WORK TASK:
Return the entries below in their exact form, leaving the pictures out.

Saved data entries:
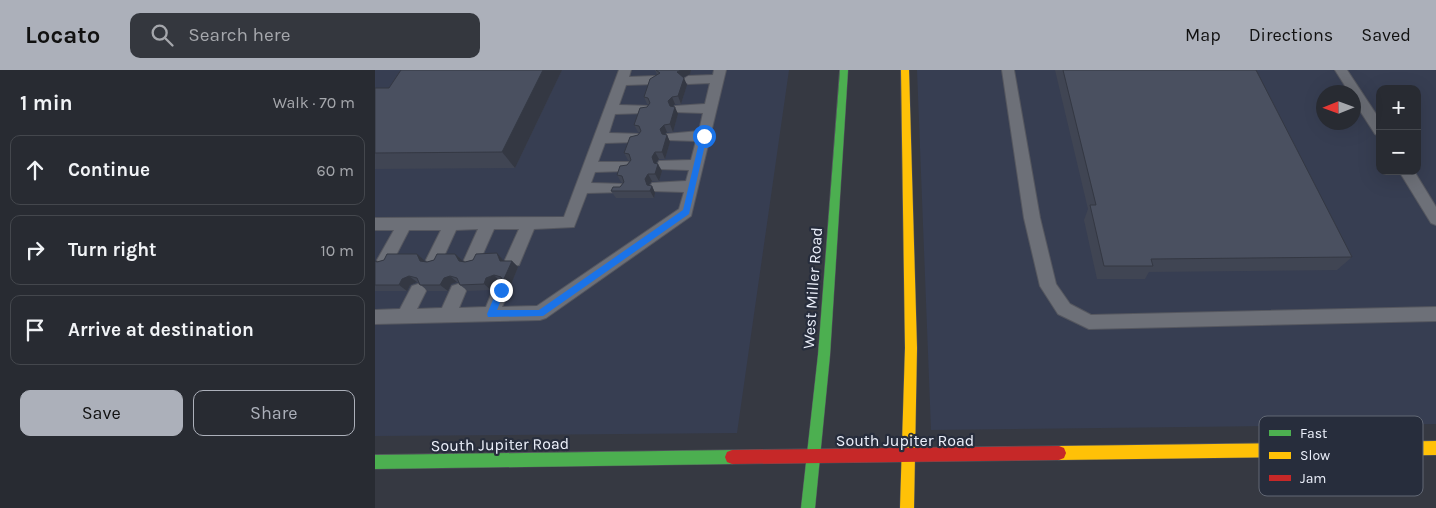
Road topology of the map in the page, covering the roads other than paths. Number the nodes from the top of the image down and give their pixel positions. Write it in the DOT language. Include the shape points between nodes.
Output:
graph roads {
  1 [pos="844,70"];
  2 [pos="905,70"];
  3 [pos="1008,70"];
  4 [pos="1341,70"];
  5 [pos="719,75"];
  6 [pos="623,76"];
  7 [pos="655,80"];
  8 [pos="688,80"];
  9 [pos="711,108"];
  10 [pos="645,109"];
  11 [pos="680,109"];
  12 [pos="611,110"];
  13 [pos="1379,130"];
  14 [pos="672,136"];
  15 [pos="704,136"];
  16 [pos="636,137"];
  17 [pos="600,138"];
  18 [pos="697,165"];
  19 [pos="626,166"];
  20 [pos="663,166"];
  21 [pos="589,167"];
  22 [pos="1408,175"];
  23 [pos="692,186"];
  24 [pos="657,187"];
  25 [pos="582,188"];
  26 [pos="619,188"];
  27 [pos="1436,219"];
  28 [pos="489,223"];
  29 [pos="529,223"];
  30 [pos="375,224"];
  31 [pos="405,224"];
  32 [pos="452,224"];
  33 [pos="385,260"];
  34 [pos="434,260"];
  35 [pos="472,260"];
  36 [pos="513,260"];
  37 [pos="501,290"];
  38 [pos="418,291"];
  39 [pos="458,291"];
  40 [pos="491,314"];
  41 [pos="1436,314"];
  42 [pos="447,315"];
  43 [pos="405,316"];
  44 [pos="375,317"];
  45 [pos="1423,448"];
  46 [pos="1436,448"];
  47 [pos="1259,451"];
  48 [pos="907,456"];
  49 [pos="813,457"];
  50 [pos="375,462"];
  51 [pos="808,508"];
  52 [pos="907,508"];
  1 -- 49 [label="main road, West Miller Road" via="824,355"];
  2 -- 48 [label="main road" via="911,348"];
  3 -- 41 [label="lane" via="1039,254 1048,286 1064,309 1089,322"];
  4 -- 13 [label="lane"];
  5 -- 8 [label="lane"];
  5 -- 9 [label="lane"];
  6 -- 7 [label="lane"];
  6 -- 12 [label="lane"];
  9 -- 11 [label="lane"];
  9 -- 15 [label="lane"];
  10 -- 12 [label="lane"];
  12 -- 17 [label="lane"];
  14 -- 15 [label="lane"];
  15 -- 18 [label="lane"];
  16 -- 17 [label="lane"];
  17 -- 21 [label="lane"];
  18 -- 20 [label="lane"];
  18 -- 23 [label="lane"];
  19 -- 21 [label="lane"];
  21 -- 25 [label="lane"];
  22 -- 27 [label="lane"];
  23 -- 24 [label="lane"];
  23 -- 40 [label="lane" via="686,212 540,313"];
  25 -- 26 [label="lane"];
  25 -- 29 [label="lane" via="569,223"];
  28 -- 29 [label="lane"];
  28 -- 32 [label="lane"];
  28 -- 35 [label="lane"];
  29 -- 36 [label="lane"];
  30 -- 31 [label="lane"];
  31 -- 32 [label="lane"];
  31 -- 33 [label="lane"];
  32 -- 34 [label="lane"];
  37 -- 40 [label="lane"];
  38 -- 43 [label="lane"];
  39 -- 42 [label="lane"];
  40 -- 42 [label="lane"];
  42 -- 43 [label="lane"];
  43 -- 44 [label="lane"];
  45 -- 46 [label="main road, South Jupiter Road"];
  47 -- 48 [label="main road, South Jupiter Road"];
  48 -- 49 [label="main road, South Jupiter Road"];
  48 -- 52 [label="main road"];
  49 -- 50 [label="main road, South Jupiter Road"];
  49 -- 51 [label="main road, West Miller Road"];
}
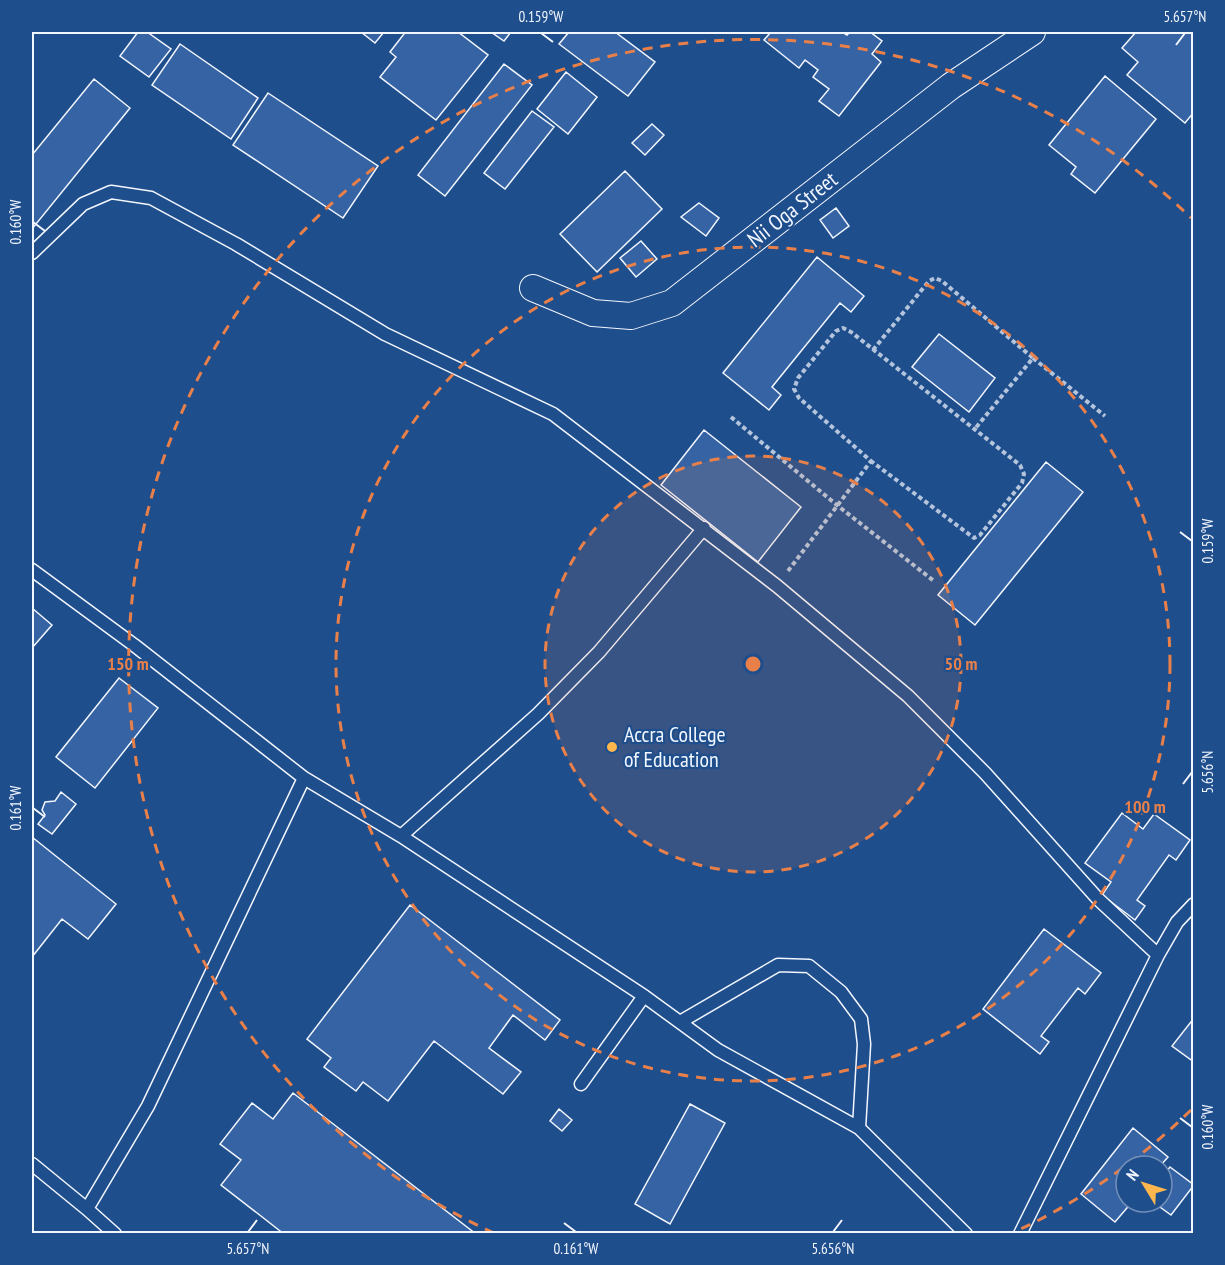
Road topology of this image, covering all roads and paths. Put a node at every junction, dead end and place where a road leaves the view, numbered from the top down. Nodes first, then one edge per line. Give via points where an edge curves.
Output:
1 (1032, 32) edge
2 (32, 253) edge
3 (533, 288) dead end
4 (873, 350) junction
5 (1034, 358) junction
6 (1105, 416) dead end
7 (731, 417) dead end
8 (974, 430) junction
9 (871, 461) junction
10 (838, 506) junction
11 (704, 528) junction
12 (32, 570) edge
13 (934, 581) dead end
14 (777, 586) junction
15 (304, 778) junction
16 (401, 836) junction
17 (1194, 904) edge
18 (1158, 955) junction
19 (644, 996) junction
20 (680, 1022) junction
21 (581, 1084) dead end
22 (859, 1128) junction
23 (32, 1164) edge
24 (87, 1209) junction
25 (115, 1233) edge
26 (966, 1233) edge
27 (1020, 1233) edge

1 - 3 street, Nii Oga Street via 951,86 672,303 631,316 593,313
2 - 11 lane via 83,204 111,192 151,198 236,244 384,334 553,414
4 - 5 path via 935,278
4 - 8 path
4 - 9 path via 851,332 843,328 836,331 798,378 794,389 799,398
5 - 6 path
5 - 8 path
7 - 10 path
8 - 9 path via 1020,465 1024,474 1022,483 974,538
9 - 10 path
10 - 13 path
10 - 14 path
11 - 14 lane
11 - 16 lane via 599,652 538,714
12 - 15 lane
14 - 18 lane via 908,696 985,773 1098,899
15 - 16 lane
15 - 24 lane via 148,1106
16 - 19 lane
17 - 18 lane via 1177,922
18 - 27 lane
19 - 20 lane
19 - 21 lane
20 - 22 lane via 718,1050
20 - 22 lane via 778,966 809,966 841,992 861,1019 864,1044
22 - 26 lane
23 - 24 lane
24 - 25 lane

SOLUTION TO THIS TASK:
Road topology of the map in the page, covering the roads other than paths. Number the nodes from the top of the image down and give their pixel positions. Write it in the DOT language. Include the shape points between nodes.
Output:
graph roads {
  1 [pos="844,70"];
  2 [pos="905,70"];
  3 [pos="1008,70"];
  4 [pos="1341,70"];
  5 [pos="719,75"];
  6 [pos="623,76"];
  7 [pos="655,80"];
  8 [pos="688,80"];
  9 [pos="711,108"];
  10 [pos="645,109"];
  11 [pos="680,109"];
  12 [pos="611,110"];
  13 [pos="1379,130"];
  14 [pos="672,136"];
  15 [pos="704,136"];
  16 [pos="636,137"];
  17 [pos="600,138"];
  18 [pos="697,165"];
  19 [pos="626,166"];
  20 [pos="663,166"];
  21 [pos="589,167"];
  22 [pos="1408,175"];
  23 [pos="692,186"];
  24 [pos="657,187"];
  25 [pos="582,188"];
  26 [pos="619,188"];
  27 [pos="1436,219"];
  28 [pos="489,223"];
  29 [pos="529,223"];
  30 [pos="375,224"];
  31 [pos="405,224"];
  32 [pos="452,224"];
  33 [pos="385,260"];
  34 [pos="434,260"];
  35 [pos="472,260"];
  36 [pos="513,260"];
  37 [pos="501,290"];
  38 [pos="418,291"];
  39 [pos="458,291"];
  40 [pos="491,314"];
  41 [pos="1436,314"];
  42 [pos="447,315"];
  43 [pos="405,316"];
  44 [pos="375,317"];
  45 [pos="1423,448"];
  46 [pos="1436,448"];
  47 [pos="1259,451"];
  48 [pos="907,456"];
  49 [pos="813,457"];
  50 [pos="375,462"];
  51 [pos="808,508"];
  52 [pos="907,508"];
  1 -- 49 [label="main road, West Miller Road" via="824,355"];
  2 -- 48 [label="main road" via="911,348"];
  3 -- 41 [label="lane" via="1039,254 1048,286 1064,309 1089,322"];
  4 -- 13 [label="lane"];
  5 -- 8 [label="lane"];
  5 -- 9 [label="lane"];
  6 -- 7 [label="lane"];
  6 -- 12 [label="lane"];
  9 -- 11 [label="lane"];
  9 -- 15 [label="lane"];
  10 -- 12 [label="lane"];
  12 -- 17 [label="lane"];
  14 -- 15 [label="lane"];
  15 -- 18 [label="lane"];
  16 -- 17 [label="lane"];
  17 -- 21 [label="lane"];
  18 -- 20 [label="lane"];
  18 -- 23 [label="lane"];
  19 -- 21 [label="lane"];
  21 -- 25 [label="lane"];
  22 -- 27 [label="lane"];
  23 -- 24 [label="lane"];
  23 -- 40 [label="lane" via="686,212 540,313"];
  25 -- 26 [label="lane"];
  25 -- 29 [label="lane" via="569,223"];
  28 -- 29 [label="lane"];
  28 -- 32 [label="lane"];
  28 -- 35 [label="lane"];
  29 -- 36 [label="lane"];
  30 -- 31 [label="lane"];
  31 -- 32 [label="lane"];
  31 -- 33 [label="lane"];
  32 -- 34 [label="lane"];
  37 -- 40 [label="lane"];
  38 -- 43 [label="lane"];
  39 -- 42 [label="lane"];
  40 -- 42 [label="lane"];
  42 -- 43 [label="lane"];
  43 -- 44 [label="lane"];
  45 -- 46 [label="main road, South Jupiter Road"];
  47 -- 48 [label="main road, South Jupiter Road"];
  48 -- 49 [label="main road, South Jupiter Road"];
  48 -- 52 [label="main road"];
  49 -- 50 [label="main road, South Jupiter Road"];
  49 -- 51 [label="main road, West Miller Road"];
}
Road topology of this image, covering all roads and paths. Put a node at every junction, dead end and place where a road leaves the view, numbered from the top down. Nodes first, then one edge per line. Give via points where an edge curves.
Output:
1 (1032, 32) edge
2 (32, 253) edge
3 (533, 288) dead end
4 (873, 350) junction
5 (1034, 358) junction
6 (1105, 416) dead end
7 (731, 417) dead end
8 (974, 430) junction
9 (871, 461) junction
10 (838, 506) junction
11 (704, 528) junction
12 (32, 570) edge
13 (934, 581) dead end
14 (777, 586) junction
15 (304, 778) junction
16 (401, 836) junction
17 (1194, 904) edge
18 (1158, 955) junction
19 (644, 996) junction
20 (680, 1022) junction
21 (581, 1084) dead end
22 (859, 1128) junction
23 (32, 1164) edge
24 (87, 1209) junction
25 (115, 1233) edge
26 (966, 1233) edge
27 (1020, 1233) edge

1 - 3 street, Nii Oga Street via 951,86 672,303 631,316 593,313
2 - 11 lane via 83,204 111,192 151,198 236,244 384,334 553,414
4 - 5 path via 935,278
4 - 8 path
4 - 9 path via 851,332 843,328 836,331 798,378 794,389 799,398
5 - 6 path
5 - 8 path
7 - 10 path
8 - 9 path via 1020,465 1024,474 1022,483 974,538
9 - 10 path
10 - 13 path
10 - 14 path
11 - 14 lane
11 - 16 lane via 599,652 538,714
12 - 15 lane
14 - 18 lane via 908,696 985,773 1098,899
15 - 16 lane
15 - 24 lane via 148,1106
16 - 19 lane
17 - 18 lane via 1177,922
18 - 27 lane
19 - 20 lane
19 - 21 lane
20 - 22 lane via 718,1050
20 - 22 lane via 778,966 809,966 841,992 861,1019 864,1044
22 - 26 lane
23 - 24 lane
24 - 25 lane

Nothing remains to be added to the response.